Pourquoi le Parlement doit rejeter la Gap Law?
©Ici Beyrouth

Le projet de loi dit de la « Gap Law », présenté comme une réponse technique à l’effondrement financier du Liban, ne peut être traité comme un texte ordinaire. Il engage l’avenir économique, social et institutionnel du pays, redéfinit les droits de propriété, reconfigure les rapports entre l’État, les banques et les citoyens, et conditionne durablement la confiance nationale et internationale. À ce titre, il aurait dû être débattu avec rigueur, transparence et respect scrupuleux de la Constitution. Or, c’est précisément ce qui a fait défaut.

Aujourd’hui, il est impératif que le Parlement réévalue ce projet et vote contre son adoption.

 

Un texte qui ne doit pas être entériné

La Gap Law ne repose ni sur une vision économique claire, ni sur une hiérarchisation assumée des responsabilités, ni sur des garanties exécutoires.

Elle traite la crise comme une équation comptable à solder, et non comme un échec systémique de l’État et de la gouvernance publique.

Réévaluer ce texte n’est pas un luxe politique, mais une nécessité nationale.

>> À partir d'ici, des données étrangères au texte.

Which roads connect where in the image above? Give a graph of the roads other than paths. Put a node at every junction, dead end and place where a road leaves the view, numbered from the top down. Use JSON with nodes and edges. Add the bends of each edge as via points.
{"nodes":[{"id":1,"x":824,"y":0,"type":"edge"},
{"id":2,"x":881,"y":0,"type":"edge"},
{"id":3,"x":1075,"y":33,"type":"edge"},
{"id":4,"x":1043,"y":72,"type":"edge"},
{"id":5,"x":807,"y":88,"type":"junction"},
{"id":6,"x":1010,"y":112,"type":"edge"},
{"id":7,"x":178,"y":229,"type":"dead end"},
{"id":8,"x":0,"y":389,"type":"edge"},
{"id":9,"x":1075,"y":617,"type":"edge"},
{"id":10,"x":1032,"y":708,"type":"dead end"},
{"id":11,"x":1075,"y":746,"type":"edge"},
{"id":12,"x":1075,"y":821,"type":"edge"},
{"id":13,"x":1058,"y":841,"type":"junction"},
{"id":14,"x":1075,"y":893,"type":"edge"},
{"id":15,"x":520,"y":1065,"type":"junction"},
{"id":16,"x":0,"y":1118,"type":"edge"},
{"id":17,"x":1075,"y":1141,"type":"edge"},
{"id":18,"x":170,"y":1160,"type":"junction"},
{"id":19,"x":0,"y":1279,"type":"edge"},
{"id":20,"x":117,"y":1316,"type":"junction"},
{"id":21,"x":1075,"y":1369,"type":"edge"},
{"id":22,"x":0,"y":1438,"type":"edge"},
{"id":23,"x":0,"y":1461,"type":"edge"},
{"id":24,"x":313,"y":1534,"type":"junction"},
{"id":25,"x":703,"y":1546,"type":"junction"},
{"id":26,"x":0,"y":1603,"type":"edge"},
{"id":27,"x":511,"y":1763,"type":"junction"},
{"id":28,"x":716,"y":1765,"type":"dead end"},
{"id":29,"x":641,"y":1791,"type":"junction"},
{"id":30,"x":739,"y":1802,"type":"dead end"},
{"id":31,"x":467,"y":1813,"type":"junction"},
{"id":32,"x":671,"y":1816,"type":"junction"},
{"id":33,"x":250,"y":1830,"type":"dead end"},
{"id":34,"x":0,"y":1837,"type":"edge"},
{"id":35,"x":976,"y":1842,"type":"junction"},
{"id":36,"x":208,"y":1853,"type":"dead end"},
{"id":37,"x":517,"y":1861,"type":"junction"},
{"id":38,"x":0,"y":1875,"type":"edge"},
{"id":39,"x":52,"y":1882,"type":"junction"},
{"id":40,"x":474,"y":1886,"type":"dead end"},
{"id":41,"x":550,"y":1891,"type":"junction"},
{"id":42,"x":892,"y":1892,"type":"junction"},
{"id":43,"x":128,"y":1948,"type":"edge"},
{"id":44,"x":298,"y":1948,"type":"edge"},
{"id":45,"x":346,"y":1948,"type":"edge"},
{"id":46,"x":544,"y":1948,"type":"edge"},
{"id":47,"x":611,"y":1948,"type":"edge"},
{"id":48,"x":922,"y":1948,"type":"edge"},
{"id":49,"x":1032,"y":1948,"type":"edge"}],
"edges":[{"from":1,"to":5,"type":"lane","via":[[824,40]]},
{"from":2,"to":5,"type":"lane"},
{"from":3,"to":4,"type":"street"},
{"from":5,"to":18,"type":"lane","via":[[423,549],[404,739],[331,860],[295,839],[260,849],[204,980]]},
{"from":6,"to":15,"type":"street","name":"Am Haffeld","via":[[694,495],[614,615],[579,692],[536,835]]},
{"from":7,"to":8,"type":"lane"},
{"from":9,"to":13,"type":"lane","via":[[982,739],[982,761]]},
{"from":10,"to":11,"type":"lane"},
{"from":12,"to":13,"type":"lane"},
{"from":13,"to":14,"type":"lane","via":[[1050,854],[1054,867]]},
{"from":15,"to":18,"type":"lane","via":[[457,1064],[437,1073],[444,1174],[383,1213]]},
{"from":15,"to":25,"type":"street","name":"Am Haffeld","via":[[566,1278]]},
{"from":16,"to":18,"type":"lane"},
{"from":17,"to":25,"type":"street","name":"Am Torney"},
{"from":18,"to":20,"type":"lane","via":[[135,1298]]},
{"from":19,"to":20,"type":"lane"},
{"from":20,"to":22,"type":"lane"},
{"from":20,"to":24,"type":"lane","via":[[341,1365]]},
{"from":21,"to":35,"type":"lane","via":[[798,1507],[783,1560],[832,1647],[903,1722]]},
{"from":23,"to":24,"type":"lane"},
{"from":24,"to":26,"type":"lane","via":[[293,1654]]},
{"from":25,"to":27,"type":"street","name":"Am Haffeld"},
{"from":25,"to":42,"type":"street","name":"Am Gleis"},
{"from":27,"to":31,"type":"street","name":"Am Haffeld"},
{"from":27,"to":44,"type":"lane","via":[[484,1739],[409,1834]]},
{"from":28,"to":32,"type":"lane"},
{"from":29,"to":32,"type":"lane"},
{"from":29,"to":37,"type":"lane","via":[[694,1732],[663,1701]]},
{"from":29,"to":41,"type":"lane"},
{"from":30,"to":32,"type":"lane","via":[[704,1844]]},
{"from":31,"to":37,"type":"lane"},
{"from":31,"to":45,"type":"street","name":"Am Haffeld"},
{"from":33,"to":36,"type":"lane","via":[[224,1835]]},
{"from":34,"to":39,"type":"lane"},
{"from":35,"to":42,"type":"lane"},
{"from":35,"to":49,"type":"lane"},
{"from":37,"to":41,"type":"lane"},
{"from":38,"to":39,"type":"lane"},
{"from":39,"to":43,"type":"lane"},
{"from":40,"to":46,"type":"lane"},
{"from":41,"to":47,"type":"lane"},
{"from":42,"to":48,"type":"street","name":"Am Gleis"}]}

Cela implique :
•    de clarifier les chiffres réels des pertes,
•    d’identifier précisément les responsabilités,
•    de définir des sources de financement crédibles,
•    et de protéger les droits fondamentaux des citoyens, en particulier les déposants.

Sans cette réévaluation, le Parlement serait appelé à ratifier une loi incomplète, risquée et socialement explosive.

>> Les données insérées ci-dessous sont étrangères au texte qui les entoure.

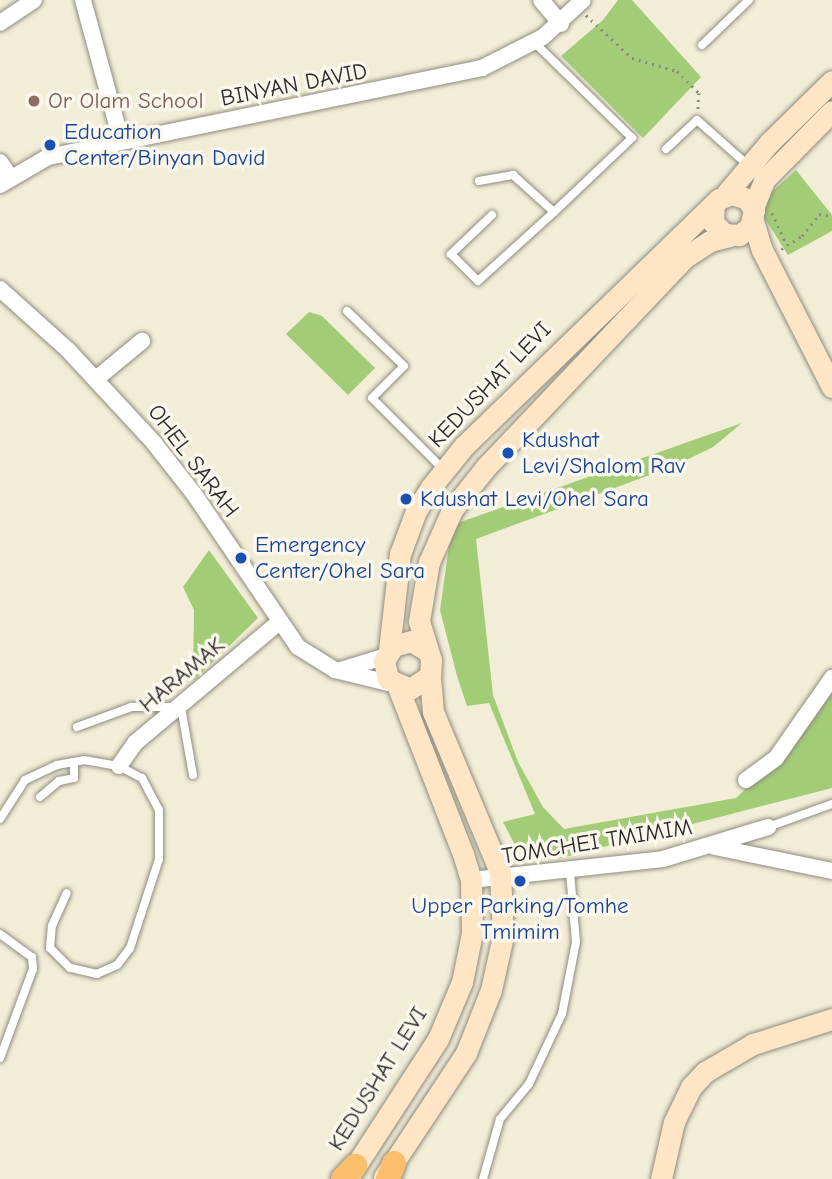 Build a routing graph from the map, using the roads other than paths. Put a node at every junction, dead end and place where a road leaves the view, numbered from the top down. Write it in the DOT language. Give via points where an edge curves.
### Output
graph roads {
  1 [pos="34,0"];
  2 [pos="83,0"];
  3 [pos="541,0"];
  4 [pos="748,0"];
  5 [pos="580,3"];
  6 [pos="0,23"];
  7 [pos="561,24"];
  8 [pos="536,43"];
  9 [pos="702,45"];
  10 [pos="832,80"];
  11 [pos="832,111"];
  12 [pos="121,140"];
  13 [pos="666,149"];
  14 [pos="0,162"];
  15 [pos="750,167"];
  16 [pos="5,181"];
  17 [pos="479,181"];
  18 [pos="720,200"];
  19 [pos="554,212"];
  20 [pos="759,213"];
  21 [pos="492,215"];
  22 [pos="733,236"];
  23 [pos="769,265"];
  24 [pos="0,289"];
  25 [pos="347,312"];
  26 [pos="142,341"];
  27 [pos="96,379"];
  28 [pos="832,387"];
  29 [pos="444,470"];
  30 [pos="278,623"];
  31 [pos="426,650"];
  32 [pos="387,653"];
  33 [pos="335,670"];
  34 [pos="429,676"];
  35 [pos="832,678"];
  36 [pos="395,685"];
  37 [pos="181,707"];
  38 [pos="77,727"];
  39 [pos="74,761"];
  40 [pos="119,766"];
  41 [pos="193,775"];
  42 [pos="746,780"];
  43 [pos="40,797"];
  44 [pos="832,804"];
  45 [pos="0,819"];
  46 [pos="768,827"];
  47 [pos="713,846"];
  48 [pos="832,871"];
  49 [pos="570,872"];
  50 [pos="471,880"];
  51 [pos="500,880"];
  52 [pos="67,893"];
  53 [pos="0,934"];
  54 [pos="832,1019"];
  55 [pos="0,1058"];
  56 [pos="388,1174"];
  57 [pos="348,1175"];
  58 [pos="483,1179"];
  59 [pos="661,1179"];
  1 -- 6 [label="street"];
  2 -- 12 [label="street"];
  3 -- 7 [label="street"];
  4 -- 9 [label="lane"];
  5 -- 7 [label="street, BINYAN DAVID"];
  7 -- 8 [label="street, BINYAN DAVID"];
  8 -- 12 [label="street, BINYAN DAVID" via="482,68 428,83"];
  8 -- 19 [label="lane" via="632,138"];
  10 -- 15 [label="street, KEDUSHAT LEVI"];
  11 -- 20 [label="street" via="765,179"];
  12 -- 16 [label="street, BINYAN DAVID" via="48,157"];
  13 -- 15 [label="lane" via="697,120"];
  14 -- 16 [label="street"];
  15 -- 18 [label="street, KEDUSHAT LEVI"];
  17 -- 19 [label="lane" via="513,175"];
  18 -- 20 [label="street" via="742,195"];
  18 -- 22 [label="street" via="714,225"];
  18 -- 29 [label="street, KEDUSHAT LEVI" via="647,264"];
  19 -- 21 [label="lane" via="478,281 451,254"];
  20 -- 22 [label="street"];
  20 -- 23 [label="street"];
  22 -- 23 [label="street"];
  22 -- 31 [label="street" via="710,241 684,258 486,467 452,510 435,542 425,586 419,621"];
  23 -- 28 [label="street"];
  24 -- 27 [label="street, OHEL SARAH"];
  25 -- 29 [label="lane" via="404,366 372,398"];
  26 -- 27 [label="street"];
  27 -- 30 [label="street, OHEL SARAH" via="194,494"];
  29 -- 32 [label="street, KEDUSHAT LEVI" via="406,532 394,581"];
  30 -- 33 [label="street, OHEL SARAH" via="310,658"];
  30 -- 37 [label="street, HARAMAK"];
  31 -- 32 [label="street" via="411,641"];
  31 -- 34 [label="street" via="432,665"];
  32 -- 33 [label="street" via="358,668"];
  32 -- 36 [label="street" via="385,674"];
  33 -- 36 [label="street, OHEL SARAH"];
  34 -- 36 [label="street" via="416,688"];
  34 -- 51 [label="street" via="433,712"];
  35 -- 42 [label="street" via="776,758"];
  36 -- 50 [label="street, KEDUSHAT LEVI"];
  37 -- 38 [label="lane" via="131,707"];
  37 -- 40 [label="street, HARAMAK" via="135,743"];
  37 -- 41 [label="lane"];
  39 -- 40 [label="lane"];
  39 -- 43 [label="lane" via="74,778 59,781"];
  39 -- 45 [label="lane" via="25,780"];
  40 -- 52 [label="lane" via="142,778 152,790 160,824 159,859 150,896 130,948 117,965 97,974 70,968 50,948 52,926"];
  44 -- 46 [label="lane"];
  46 -- 47 [label="street, TOMCHEI TMIMIM"];
  47 -- 48 [label="street"];
  47 -- 49 [label="street, TOMCHEI TMIMIM"];
  49 -- 51 [label="street, TOMCHEI TMIMIM"];
  49 -- 58 [label="lane" via="576,942 562,1014 529,1084 500,1119"];
  50 -- 51 [label="street, TOMCHEI TMIMIM"];
  50 -- 57 [label="street, KEDUSHAT LEVI" via="472,933 452,1011 422,1069"];
  51 -- 56 [label="street" via="503,936 480,1022 448,1085"];
  53 -- 55 [label="lane" via="32,957 33,969"];
  54 -- 59 [label="street" via="743,1048 705,1072 678,1113"];
}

Une adoption entachée d’inconstitutionnalité
L’un des points les plus graves du dossier réside dans la manière dont le projet a été approuvé au sein du Conseil des ministres. La Gap Law constitue, de facto, un programme financier et économique majeur, engageant l’État sur le long terme et affectant directement les droits patrimoniaux des citoyens.

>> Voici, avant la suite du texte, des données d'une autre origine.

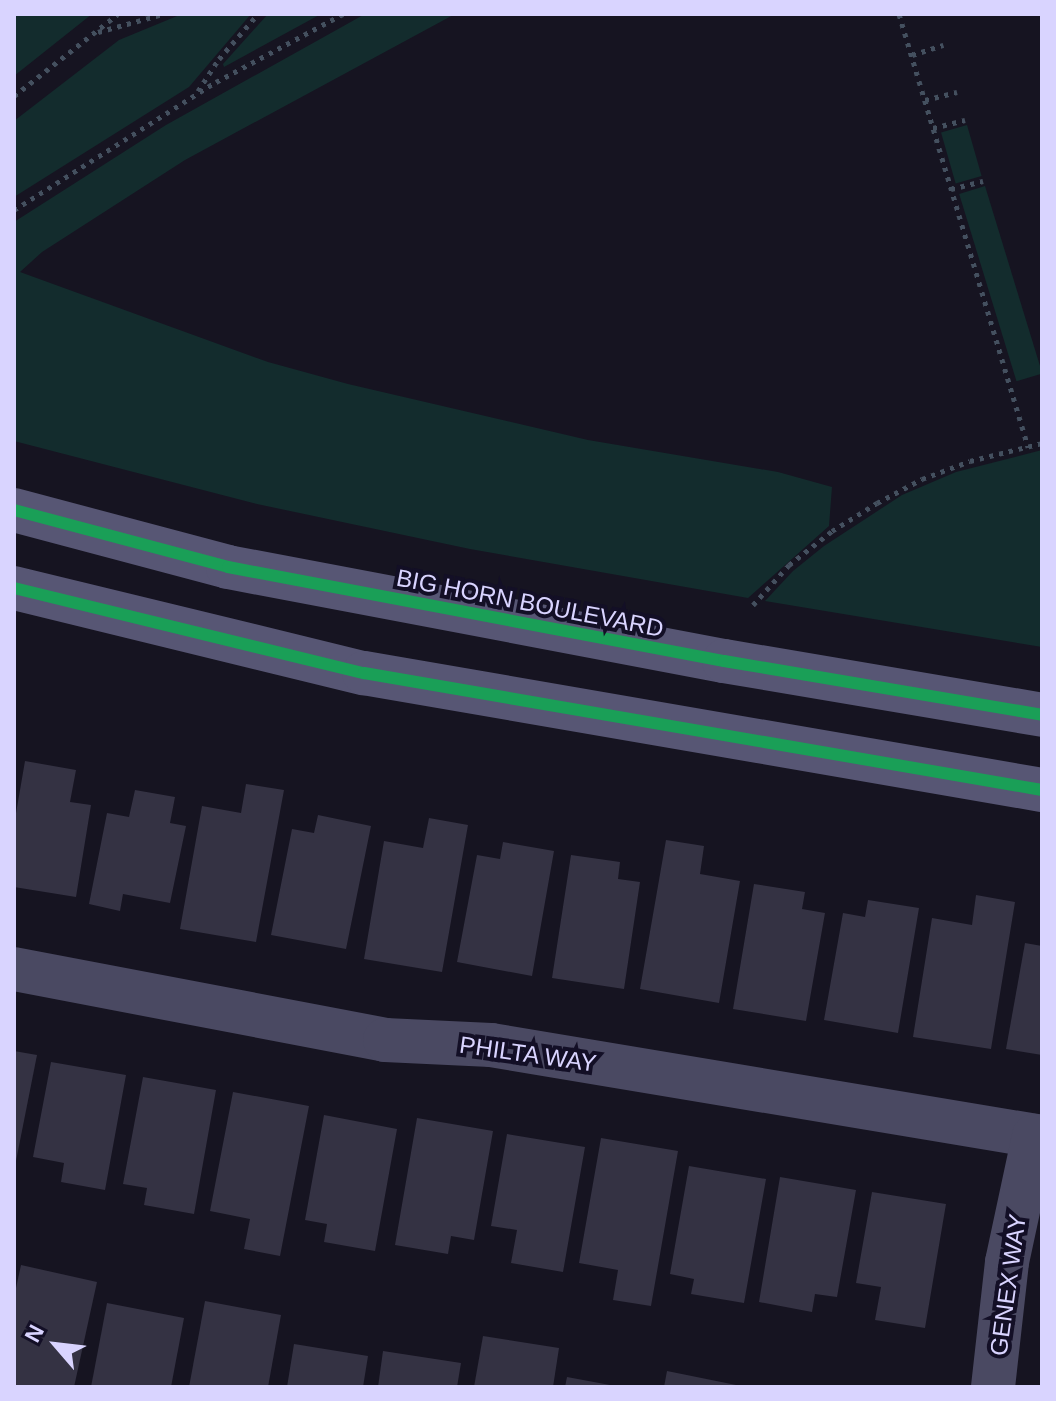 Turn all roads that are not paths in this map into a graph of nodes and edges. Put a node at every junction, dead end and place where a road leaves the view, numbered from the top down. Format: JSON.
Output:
{"nodes":[{"id":1,"x":14,"y":510,"type":"edge"},
{"id":2,"x":14,"y":588,"type":"edge"},
{"id":3,"x":1042,"y":715,"type":"edge"},
{"id":4,"x":1042,"y":790,"type":"edge"},
{"id":5,"x":14,"y":969,"type":"edge"},
{"id":6,"x":1038,"y":1137,"type":"edge"},
{"id":7,"x":993,"y":1387,"type":"edge"}],
"edges":[{"from":1,"to":3,"type":"main road","name":"BIG HORN BOULEVARD"},
{"from":2,"to":4,"type":"main road"},
{"from":5,"to":6,"type":"street","name":"PHILTA WAY"},
{"from":6,"to":7,"type":"street","name":"GENEX WAY"}]}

Or, la Constitution libanaise impose, pour ce type de décisions structurantes, une majorité qualifiée des deux tiers. Le fait que ce projet ait été voté à la simple majorité constitue une violation flagrante de l’esprit et de la lettre de la Constitution.

Une loi née d’un vice constitutionnel majeur ne peut fonder une réforme crédible. Le Parlement ne peut ni fermer les yeux ni se rendre complice d’un précédent aussi dangereux.

Une pression politique assumée pour forcer l’adoption
La précipitation avec laquelle ce texte a été imposé révèle une réalité troublante : la Gap Law n’a pas été pensée pour le Liban, mais pour répondre à des attentes extérieures et à des groupes de pression bien identifiés.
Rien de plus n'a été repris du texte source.